▶ Given entries:
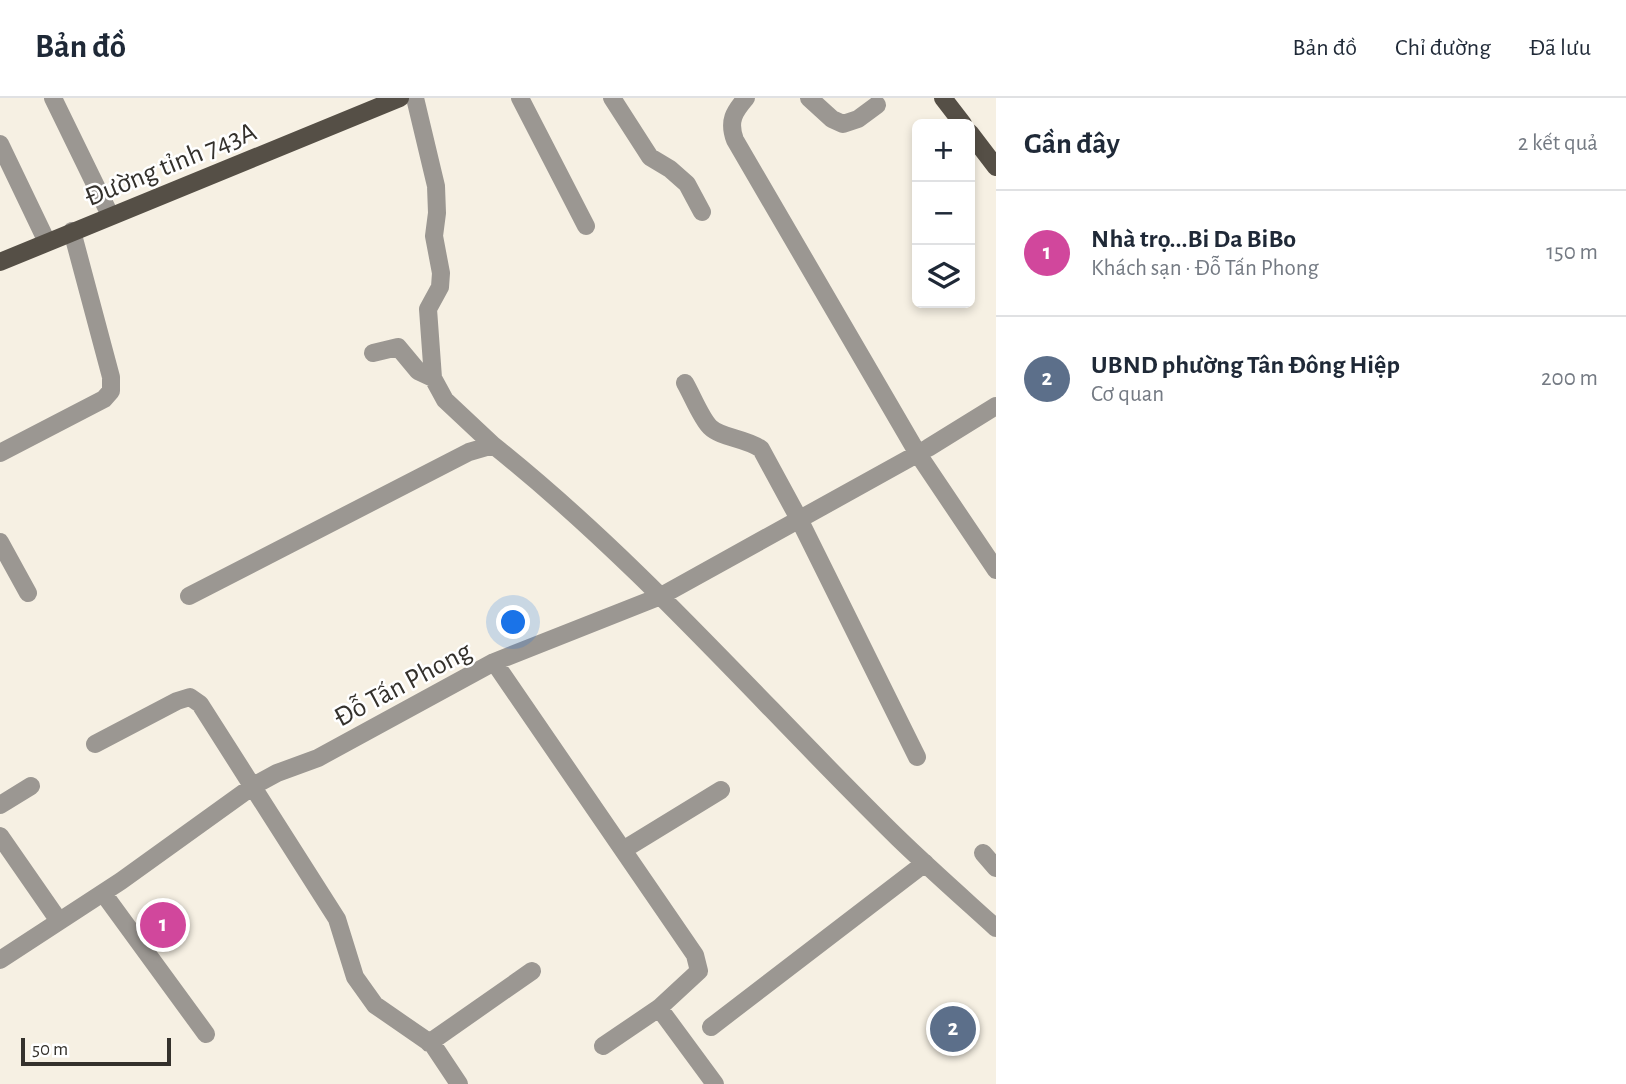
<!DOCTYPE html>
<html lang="vi">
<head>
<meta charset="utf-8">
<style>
  :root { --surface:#fff; --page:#f6f6f7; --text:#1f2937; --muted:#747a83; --line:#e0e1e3; --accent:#1a73e8 }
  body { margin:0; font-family:"Alegreya Sans",sans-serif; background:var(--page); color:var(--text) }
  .controls { position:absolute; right:21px; top:21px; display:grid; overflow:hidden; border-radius:10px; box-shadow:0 4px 10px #0003 }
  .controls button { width:63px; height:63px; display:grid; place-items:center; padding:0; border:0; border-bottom:2px solid var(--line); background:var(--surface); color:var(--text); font:35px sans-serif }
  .scale { position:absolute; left:21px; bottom:18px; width:150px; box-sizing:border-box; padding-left:7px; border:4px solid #34312c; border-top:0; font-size:19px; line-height:24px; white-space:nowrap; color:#34312c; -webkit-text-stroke:5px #fff; paint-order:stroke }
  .you { position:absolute; left:514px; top:525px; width:24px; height:24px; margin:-18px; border:5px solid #fff; border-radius:50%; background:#1a73e8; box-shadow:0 0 0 10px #1a73e833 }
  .badge { display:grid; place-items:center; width:46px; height:46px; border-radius:50%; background:var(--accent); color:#fff; font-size:23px; font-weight:700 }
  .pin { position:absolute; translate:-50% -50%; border:4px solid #fff; box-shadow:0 2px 7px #0006 }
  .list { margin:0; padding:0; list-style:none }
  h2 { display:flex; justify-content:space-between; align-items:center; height:91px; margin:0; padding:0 28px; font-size:30px }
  h2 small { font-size:23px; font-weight:400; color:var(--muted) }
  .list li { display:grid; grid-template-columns:46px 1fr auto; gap:21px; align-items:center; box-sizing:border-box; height:126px; padding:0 28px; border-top:2px solid var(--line) }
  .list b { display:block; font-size:26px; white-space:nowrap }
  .list p { margin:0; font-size:23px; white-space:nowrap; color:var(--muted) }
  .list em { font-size:23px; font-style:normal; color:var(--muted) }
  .icon { flex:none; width:38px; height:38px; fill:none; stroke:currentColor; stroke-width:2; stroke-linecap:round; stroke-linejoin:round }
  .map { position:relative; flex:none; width:996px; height:986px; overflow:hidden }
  header { display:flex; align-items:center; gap:42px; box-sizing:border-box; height:98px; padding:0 35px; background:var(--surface); border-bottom:2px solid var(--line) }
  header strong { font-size:33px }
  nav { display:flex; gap:38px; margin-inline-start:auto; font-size:24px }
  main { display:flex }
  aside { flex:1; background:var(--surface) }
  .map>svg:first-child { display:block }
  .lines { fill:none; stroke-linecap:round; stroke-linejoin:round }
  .minor { stroke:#9b9792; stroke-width:18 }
  .major { stroke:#554f46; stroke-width:18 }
  .labels { text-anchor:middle; stroke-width:5; stroke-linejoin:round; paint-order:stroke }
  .street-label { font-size:28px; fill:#34312c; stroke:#fff }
</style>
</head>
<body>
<header>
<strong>Bản đồ</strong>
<nav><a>Bản đồ</a><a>Chỉ đường</a><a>Đã lưu</a></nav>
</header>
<main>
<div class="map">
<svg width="996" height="986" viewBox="0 0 996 986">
  <rect width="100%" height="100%" fill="#f6f0e3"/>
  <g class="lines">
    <!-- minor -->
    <path class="minor" d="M53,0L110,117
      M415,0L436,88L437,115L434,138L441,175L440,189L428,211L433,280L445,302L493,347
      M520,0L586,128
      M612,0L650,59L670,71L687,86L702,114
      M746,0C734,14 728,23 735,42L918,356L996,472
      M809,0L832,21L843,26L858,21L877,7
      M0,46L47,144
      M373,255L398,249L418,273L433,280
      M685,285C692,297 701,320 710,329C721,340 746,340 761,351L799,421L917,659
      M0,355L104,301L111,293V279L72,133
      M0,444L28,495
      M189,498L469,354L493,347C641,465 764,609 898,740C930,771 963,800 996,830
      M494,564L695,857L699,873L659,910L603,948
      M95,646L177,603L190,599L200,606L337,821L355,879L375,907L433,947L459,986
      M0,707L31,688
      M0,738L59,823
      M623,752L721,692
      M983,755L996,770
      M103,795L206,936
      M0,862L121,783L253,688L277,675L318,660L494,564L661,498L928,350L996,308
      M659,910L715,986
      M711,929L925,765
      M429,945L532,873"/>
    <!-- major -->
    <path class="major" d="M943,0L963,26
      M970,35L996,69
      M0,164L400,0"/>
  </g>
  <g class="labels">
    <!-- street labels -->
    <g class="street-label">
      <text transform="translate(170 65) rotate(-22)" y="10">Đường tỉnh 743A</text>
      <text transform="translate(402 585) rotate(-28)" y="10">Đỗ Tấn Phong</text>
    </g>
  </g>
</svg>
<div class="controls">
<button>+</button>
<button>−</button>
<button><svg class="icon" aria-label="layers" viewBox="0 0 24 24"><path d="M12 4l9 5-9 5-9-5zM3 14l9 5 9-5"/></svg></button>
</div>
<div class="scale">50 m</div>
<div class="you"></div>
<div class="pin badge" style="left:163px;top:827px;background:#d1479c">1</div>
<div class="pin badge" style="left:953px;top:931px;background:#5c6f8a">2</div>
</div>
<aside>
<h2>Gần đây<small>2 kết quả</small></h2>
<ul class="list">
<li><span class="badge" style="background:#d1479c">1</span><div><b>Nhà trọ...Bi Da BiBo</b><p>Khách sạn · Đỗ Tấn Phong</p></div><em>150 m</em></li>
<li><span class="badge" style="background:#5c6f8a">2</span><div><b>UBND phường Tân Đông Hiệp</b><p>Cơ quan</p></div><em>200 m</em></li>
</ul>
</aside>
</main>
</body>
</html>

▶ Problem requirements: In the material above, find the line containing "M623,752L721,692" and the line containing "<button>+</button>", then write out exactly those two lines and every line between them, and nothing more.

▶ The completed task:
      M623,752L721,692
      M983,755L996,770
      M103,795L206,936
      M0,862L121,783L253,688L277,675L318,660L494,564L661,498L928,350L996,308
      M659,910L715,986
      M711,929L925,765
      M429,945L532,873"/>
    <!-- major -->
    <path class="major" d="M943,0L963,26
      M970,35L996,69
      M0,164L400,0"/>
  </g>
  <g class="labels">
    <!-- street labels -->
    <g class="street-label">
      <text transform="translate(170 65) rotate(-22)" y="10">Đường tỉnh 743A</text>
      <text transform="translate(402 585) rotate(-28)" y="10">Đỗ Tấn Phong</text>
    </g>
  </g>
</svg>
<div class="controls">
<button>+</button>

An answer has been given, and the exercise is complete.